▶ **Work required**
Where in the listing does the word "Фёдарава" appear? Report each line that holds it.
══ Extracted records ══
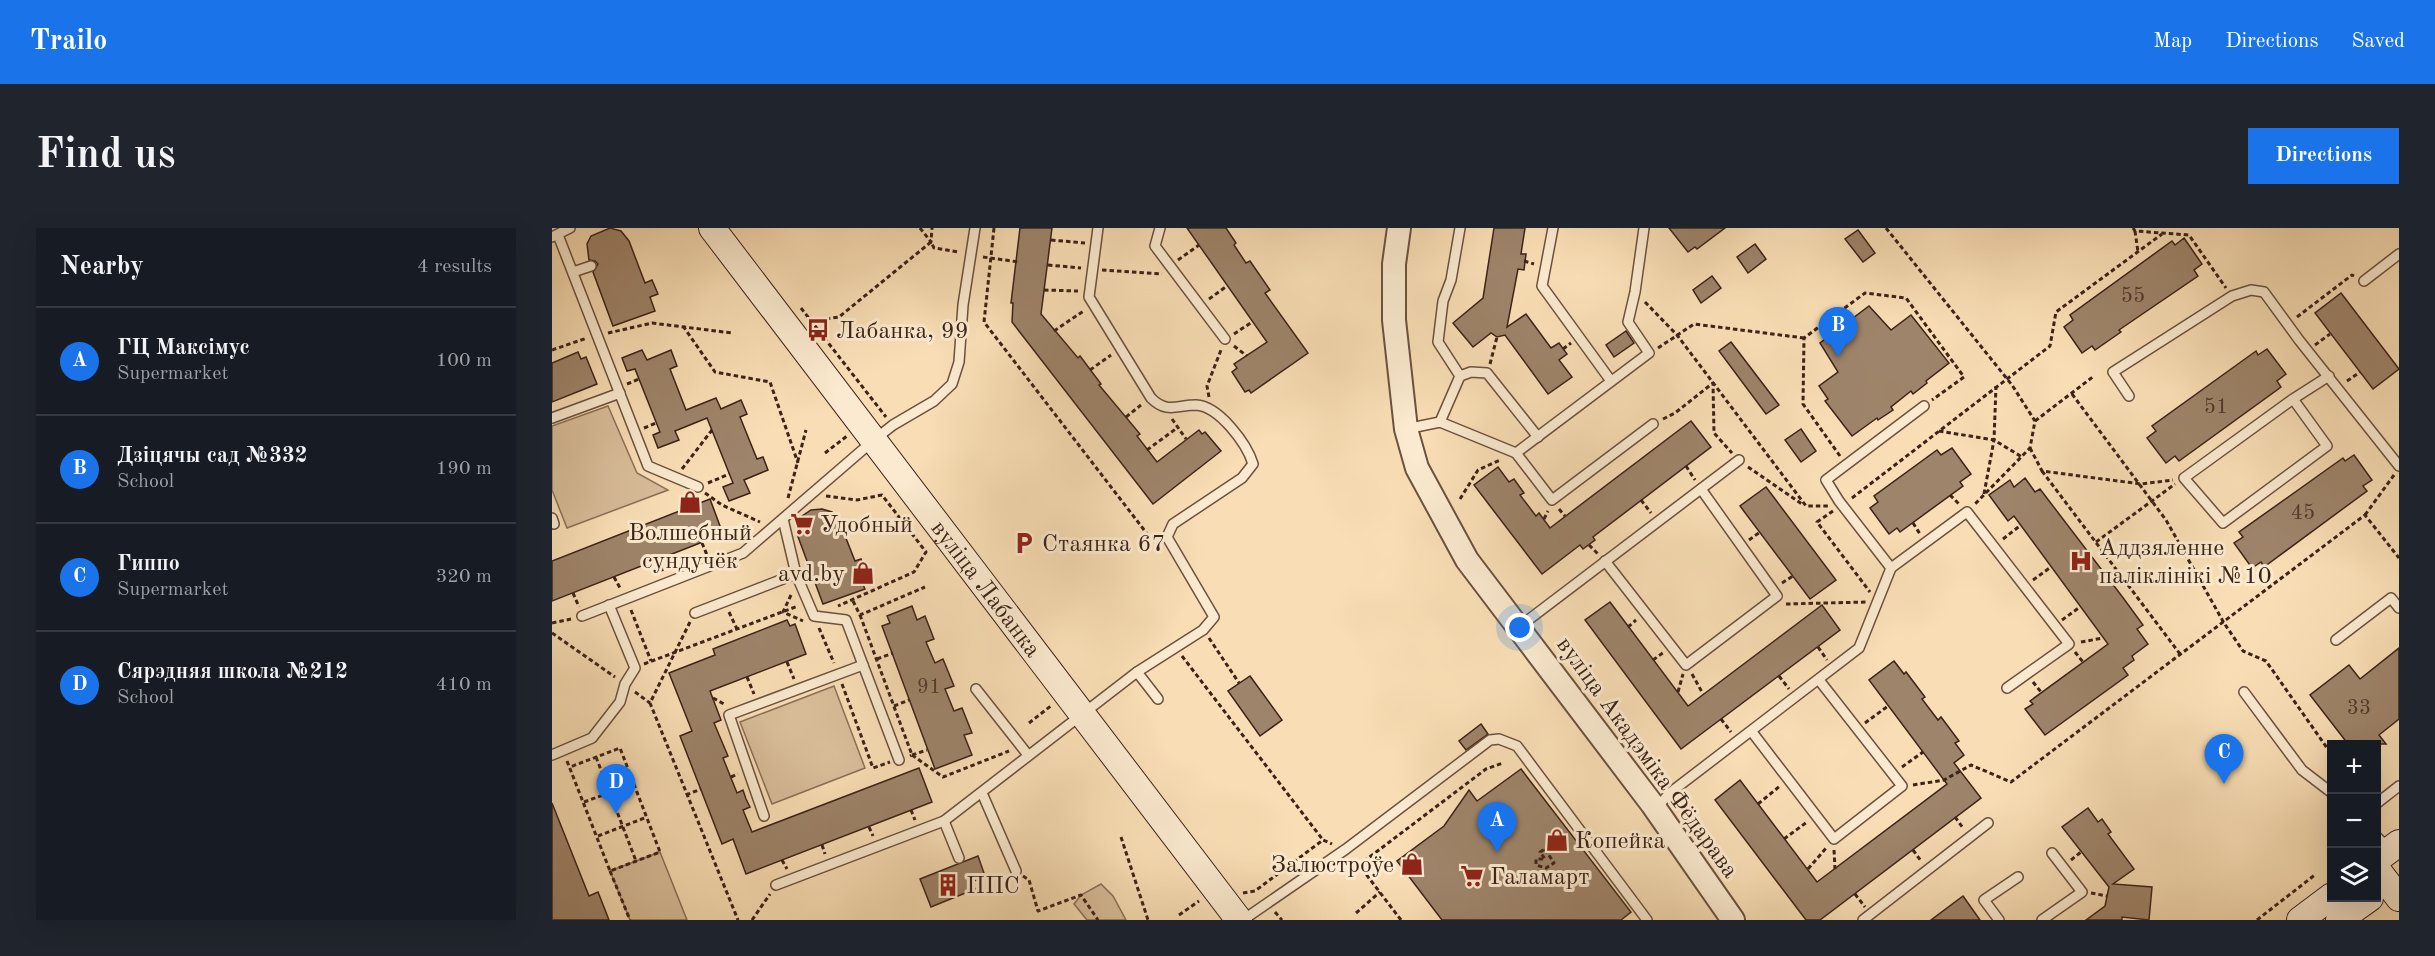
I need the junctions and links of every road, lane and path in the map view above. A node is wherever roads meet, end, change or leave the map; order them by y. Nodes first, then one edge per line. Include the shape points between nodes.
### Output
1 (570, 228) edge
2 (712, 228) edge
3 (920, 228) edge
4 (932, 228) edge
5 (975, 228) edge
6 (994, 228) edge
7 (1098, 228) edge
8 (1160, 228) edge
9 (1399, 228) edge
10 (1460, 228) edge
11 (1553, 228) edge
12 (1644, 228) edge
13 (1886, 228) edge
14 (2134, 230) edge
15 (2162, 234) junction
16 (555, 236) edge
17 (1051, 240) dead end
18 (931, 242) junction
19 (1095, 244) junction
20 (1199, 245) dead end
21 (959, 252) dead end
22 (2138, 252) junction
23 (2399, 254) edge
24 (996, 260) dead end
25 (1019, 262) dead end
26 (1048, 265) dead end
27 (1170, 265) junction
28 (591, 266) dead end
29 (1091, 269) junction
30 (573, 272) junction
31 (1178, 276) junction
32 (2364, 281) joint
33 (1227, 286) dead end
34 (1044, 290) dead end
35 (1090, 291) junction
36 (1635, 292) junction
37 (2232, 296) junction
38 (1094, 304) junction
39 (1200, 304) junction
40 (801, 308) dead end
41 (811, 321) junction
42 (1252, 322) dead end
43 (2288, 324) junction
44 (683, 326) junction
45 (1054, 331) dead end
46 (732, 333) dead end
47 (2330, 334) dead end
48 (597, 335) junction
49 (1677, 335) junction
50 (1497, 337) dead end
51 (1804, 338) junction
52 (1226, 339) junction
53 (1120, 348) junction
54 (552, 350) edge
55 (2308, 350) junction
56 (1650, 353) junction
57 (1247, 356) dead end
58 (1090, 370) dead end
59 (2360, 372) dead end
60 (1487, 373) junction
61 (2094, 375) dead end
62 (1460, 376) junction
63 (2329, 376) junction
64 (2006, 378) junction
65 (1611, 381) junction
66 (1713, 383) junction
67 (1207, 386) dead end
68 (1996, 386) junction
69 (2338, 388) junction
70 (620, 393) junction
71 (2072, 394) junction
72 (2128, 396) dead end
73 (1151, 398) junction
74 (2293, 399) junction
75 (1164, 406) junction
76 (1924, 406) joint
77 (880, 410) dead end
78 (1126, 417) dead end
79 (552, 418) edge
80 (2035, 421) junction
81 (1440, 422) junction
82 (1653, 424) joint
83 (1178, 428) junction
84 (1406, 429) junction
85 (712, 430) dead end
86 (806, 430) dead end
87 (1939, 431) junction
88 (848, 435) dead end
89 (1538, 437) junction
90 (1186, 439) dead end
91 (1994, 440) junction
92 (874, 441) junction
93 (2030, 448) junction
94 (1147, 450) dead end
95 (825, 453) dead end
96 (1516, 453) junction
97 (2022, 457) junction
98 (1739, 460) junction
99 (798, 463) junction
100 (1846, 464) junction
101 (2398, 469) edge
102 (2042, 471) junction
103 (729, 474) dead end
104 (675, 477) junction
105 (2184, 478) junction
106 (2140, 484) junction
107 (698, 487) junction
108 (1701, 489) junction
109 (811, 494) junction
110 (1984, 495) junction
111 (1460, 499) dead end
112 (1641, 500) dead end
113 (2152, 500) junction
114 (1842, 505) junction
115 (1806, 506) junction
116 (1967, 512) junction
117 (2365, 515) junction
118 (899, 517) junction
119 (783, 519) junction
120 (1658, 521) junction
121 (2021, 525) dead end
122 (773, 528) junction
123 (882, 531) dead end
124 (1167, 537) junction
125 (2096, 542) junction
126 (1994, 546) junction
127 (804, 555) dead end
128 (2399, 558) edge
129 (793, 559) junction
130 (1605, 561) junction
131 (2051, 567) dead end
132 (1891, 568) junction
133 (798, 577) junction
134 (2024, 586) junction
135 (925, 587) dead end
136 (1777, 596) junction
137 (626, 599) junction
138 (725, 601) junction
139 (1878, 602) junction
140 (808, 603) junction
141 (609, 605) junction
142 (2080, 607) dead end
143 (2399, 608) edge
144 (783, 612) junction
145 (695, 613) joint
146 (582, 616) joint
147 (552, 623) edge
148 (810, 623) dead end
149 (2224, 623) junction
150 (2054, 625) junction
151 (1519, 627) junction
152 (737, 629) junction
153 (1203, 630) junction
154 (552, 633) edge
155 (2103, 638) dead end
156 (2336, 640) dead end
157 (2069, 644) junction
158 (1175, 647) junction
159 (675, 653) junction
160 (893, 653) dead end
161 (2180, 654) junction
162 (877, 659) dead end
163 (651, 661) junction
164 (787, 662) dead end
165 (863, 665) junction
166 (1686, 665) junction
167 (635, 668) junction
168 (1137, 672) junction
169 (747, 677) dead end
170 (1819, 680) junction
171 (625, 684) junction
172 (1239, 684) dead end
173 (2007, 688) dead end
174 (976, 689) dead end
175 (798, 690) junction
176 (1678, 692) dead end
177 (2244, 692) dead end
178 (1703, 694) dead end
179 (1158, 699) dead end
180 (909, 700) dead end
181 (650, 704) junction
182 (758, 704) junction
183 (1053, 704) dead end
184 (894, 706) dead end
185 (1888, 706) dead end
186 (1082, 714) junction
187 (1029, 723) dead end
188 (1857, 729) junction
189 (1752, 732) junction
190 (1021, 746) junction
191 (2327, 748) edge
192 (563, 750) junction
193 (927, 750) dead end
194 (1923, 752) dead end
195 (552, 755) edge
196 (1028, 755) junction
197 (596, 757) junction
198 (898, 760) dead end
199 (1503, 763) dead end
200 (570, 767) junction
201 (1893, 774) junction
202 (1788, 780) junction
203 (634, 783) junction
204 (1902, 786) junction
205 (2399, 786) edge
206 (701, 789) dead end
207 (2327, 790) edge
208 (610, 793) junction
209 (982, 793) junction
210 (686, 795) junction
211 (2381, 800) edge
212 (584, 802) junction
213 (1758, 804) dead end
214 (1655, 809) junction
215 (1815, 815) junction
216 (764, 816) dead end
217 (647, 817) junction
218 (944, 821) junction
219 (1989, 823) dead end
220 (623, 827) junction
221 (597, 836) junction
222 (1121, 837) dead end
223 (1784, 839) dead end
224 (1834, 839) junction
225 (1323, 840) junction
226 (1346, 849) junction
227 (2052, 853) dead end
228 (959, 858) dead end
229 (1536, 859) joint
230 (636, 861) junction
231 (1359, 865) junction
232 (1808, 869) dead end
233 (1835, 869) dead end
234 (2386, 870) edge
235 (610, 871) junction
236 (1016, 871) dead end
237 (2316, 874) dead end
238 (2018, 877) dead end
239 (1029, 880) dead end
240 (776, 885) joint
241 (1380, 892) junction
242 (1241, 893) dead end
243 (1203, 898) dead end
244 (2327, 899) edge
245 (1876, 911) junction
246 (1356, 912) dead end
247 (1179, 915) dead end
248 (630, 920) edge
249 (738, 920) edge
250 (752, 920) edge
251 (1098, 920) edge
252 (1148, 920) edge
253 (1241, 920) edge
254 (1401, 920) edge
255 (1647, 920) edge
256 (1733, 920) edge
257 (1863, 920) edge
258 (1883, 920) edge
259 (1999, 920) edge
260 (2042, 920) edge
261 (2258, 920) edge
262 (2300, 920) edge
263 (2339, 920) edge

1 - 16 lane
2 - 92 main road, вуліца Лабанка
3 - 18 path
4 - 18 path
5 - 92 lane via 959,362 952,384 934,401
6 - 124 path via 984,322 1148,535
7 - 19 lane
8 - 27 lane via 1155,246
9 - 84 street, вуліца Акадэміка Фёдарава via 1394,264 1394,320
10 - 62 lane via 1438,342
11 - 65 lane via 1542,286
12 - 36 lane
13 - 64 path
14 - 15 path
14 - 22 path
15 - 22 path
15 - 37 path via 2189,235
16 - 30 lane
17 - 19 path
18 - 21 path via 934,248
18 - 41 path via 839,317
19 - 29 lane
20 - 27 path
22 - 64 path via 2056,312 2050,346
23 - 32 lane
24 - 25 path
26 - 29 path
27 - 31 lane
28 - 30 lane
29 - 31 path
29 - 35 lane
30 - 48 lane
31 - 39 lane
32 - 43 path via 2352,275
33 - 39 path
34 - 35 path
35 - 38 lane
36 - 49 path
36 - 56 lane via 1628,322
37 - 43 lane via 2250,290 2264,292
37 - 72 lane via 2113,372
38 - 45 path
38 - 53 lane
39 - 52 lane
40 - 41 path
41 - 77 path
42 - 52 path
43 - 55 lane
44 - 46 path
44 - 48 path via 652,323
44 - 99 path via 715,372 770,382
47 - 55 path
48 - 54 path
48 - 70 lane
49 - 51 path via 1694,324
49 - 56 path
49 - 66 path
50 - 60 path
51 - 76 path via 1865,293 1906,298 1964,376
51 - 100 path via 1803,404
52 - 57 path
52 - 67 path
53 - 58 path
53 - 73 lane
55 - 63 lane
56 - 65 lane
59 - 69 path
60 - 62 lane
60 - 89 lane
61 - 71 path
62 - 81 lane
63 - 69 lane
63 - 74 lane
64 - 68 path
64 - 80 path
65 - 89 lane
66 - 82 path via 1675,413
66 - 98 path via 1714,433
66 - 115 path
68 - 87 path
68 - 91 path
69 - 101 lane
70 - 79 lane
70 - 104 lane via 648,466
71 - 80 path
71 - 106 path
73 - 75 lane
73 - 78 path
74 - 105 lane
74 - 105 lane via 2327,446 2223,523
75 - 83 path
75 - 124 lane via 1177,409 1196,405 1211,410 1245,445 1253,464 1242,478 1173,524
76 - 100 lane
80 - 93 path
81 - 84 lane
81 - 96 lane
82 - 96 lane via 1552,500
83 - 90 path
83 - 94 path
84 - 151 street, вуліца Акадэміка Фёдарава via 1417,468 1467,560
85 - 104 path
86 - 99 path
87 - 91 path
87 - 114 path
88 - 95 path
89 - 96 lane
91 - 97 path
91 - 110 path
92 - 109 lane
92 - 186 main road, вуліца Лабанка
93 - 97 path
93 - 102 path
96 - 111 path via 1478,470
97 - 110 path
98 - 108 lane
98 - 115 path
99 - 119 path
100 - 114 lane via 1826,480
101 - 117 path
102 - 106 path
102 - 125 path
103 - 107 path
104 - 107 lane
105 - 106 path
105 - 113 path
106 - 113 path
107 - 122 path via 722,504
108 - 120 lane
108 - 136 lane
109 - 118 path via 857,500 882,495
109 - 119 lane
110 - 116 path
112 - 120 path
113 - 125 path
113 - 149 path
114 - 115 path
114 - 132 lane
114 - 139 path via 1817,522
116 - 126 lane
116 - 132 lane
117 - 128 path
117 - 149 path
118 - 123 path
118 - 135 path via 927,552 914,572 853,601 860,615
119 - 122 lane
119 - 129 lane
120 - 130 lane
121 - 126 path
122 - 137 lane via 744,553
124 - 153 lane via 1214,617
125 - 161 path
126 - 134 lane
127 - 129 lane
129 - 133 lane
130 - 151 lane
130 - 166 lane
131 - 134 path
132 - 139 lane
133 - 138 lane
133 - 140 lane
133 - 144 path
134 - 150 lane
136 - 139 path via 1784,604
136 - 166 lane
137 - 141 lane
137 - 163 path
138 - 145 lane
138 - 152 path
139 - 170 lane via 1859,648
140 - 144 path
140 - 165 lane via 814,616 846,620
141 - 146 lane
141 - 167 lane
142 - 150 path
143 - 156 lane via 2391,598
144 - 148 path
144 - 152 path
145 - 159 path
146 - 147 path
149 - 161 path
149 - 191 path via 2243,651 2266,661
150 - 157 lane
151 - 214 street, вуліца Акадэміка Фёдарава
152 - 159 path
153 - 158 lane
153 - 172 path
154 - 171 path
155 - 157 path
157 - 173 lane
158 - 168 lane
158 - 225 path
159 - 163 path
159 - 181 path
160 - 162 path
161 - 204 path via 2011,782 1971,765 1944,780
163 - 167 path
164 - 175 path
165 - 175 lane
165 - 198 lane
166 - 176 path
166 - 178 path
167 - 171 lane
168 - 179 lane
168 - 186 lane
169 - 182 path
170 - 188 lane
170 - 189 lane
171 - 181 path
171 - 192 lane via 620,702 592,738
174 - 190 lane
175 - 182 lane
177 - 207 lane via 2302,770
180 - 184 path
181 - 210 path
182 - 216 lane via 729,715
183 - 187 path
185 - 188 path
186 - 196 lane
186 - 253 main road, вуліца Лабанка
188 - 201 lane
189 - 202 lane
189 - 214 lane via 1671,792
190 - 193 path via 944,777 912,755
190 - 196 lane
192 - 195 lane
192 - 200 path
194 - 201 path
196 - 209 lane
197 - 200 path
197 - 203 path via 620,748
197 - 208 path
199 - 231 path via 1486,769
200 - 212 path
201 - 204 lane
202 - 213 path
202 - 215 lane
203 - 208 path
203 - 217 path
204 - 224 lane
205 - 211 lane
206 - 210 path
208 - 212 path
208 - 220 path
209 - 218 lane
209 - 236 lane
210 - 249 path
212 - 221 path
214 - 256 street, вуліца Акадэміка Фёдарава
215 - 223 path
215 - 224 lane
217 - 220 path
217 - 230 path via 660,852
218 - 228 lane
218 - 240 lane
219 - 245 lane
220 - 221 path
220 - 230 path
221 - 235 path
222 - 252 path
224 - 232 path
224 - 233 path
225 - 226 path
225 - 242 path via 1255,891
226 - 231 path
226 - 253 lane
226 - 255 lane via 1490,740 1499,739 1517,746
227 - 260 lane via 2082,891
229 - 229 path via 1536,866 1546,868 1554,862 1545,849 1540,852 1545,859
230 - 235 path
231 - 241 path
234 - 263 main road
235 - 248 path
237 - 261 path
238 - 259 lane via 1984,900
239 - 251 path via 1038,911 1081,895
240 - 250 path
241 - 246 path
241 - 254 path
243 - 247 path
244 - 262 main road
245 - 257 lane
245 - 258 lane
═══
▶ **Response to the task**
9 - 84 street, вуліца Акадэміка Фёдарава via 1394,264 1394,320
84 - 151 street, вуліца Акадэміка Фёдарава via 1417,468 1467,560
151 - 214 street, вуліца Акадэміка Фёдарава
214 - 256 street, вуліца Акадэміка Фёдарава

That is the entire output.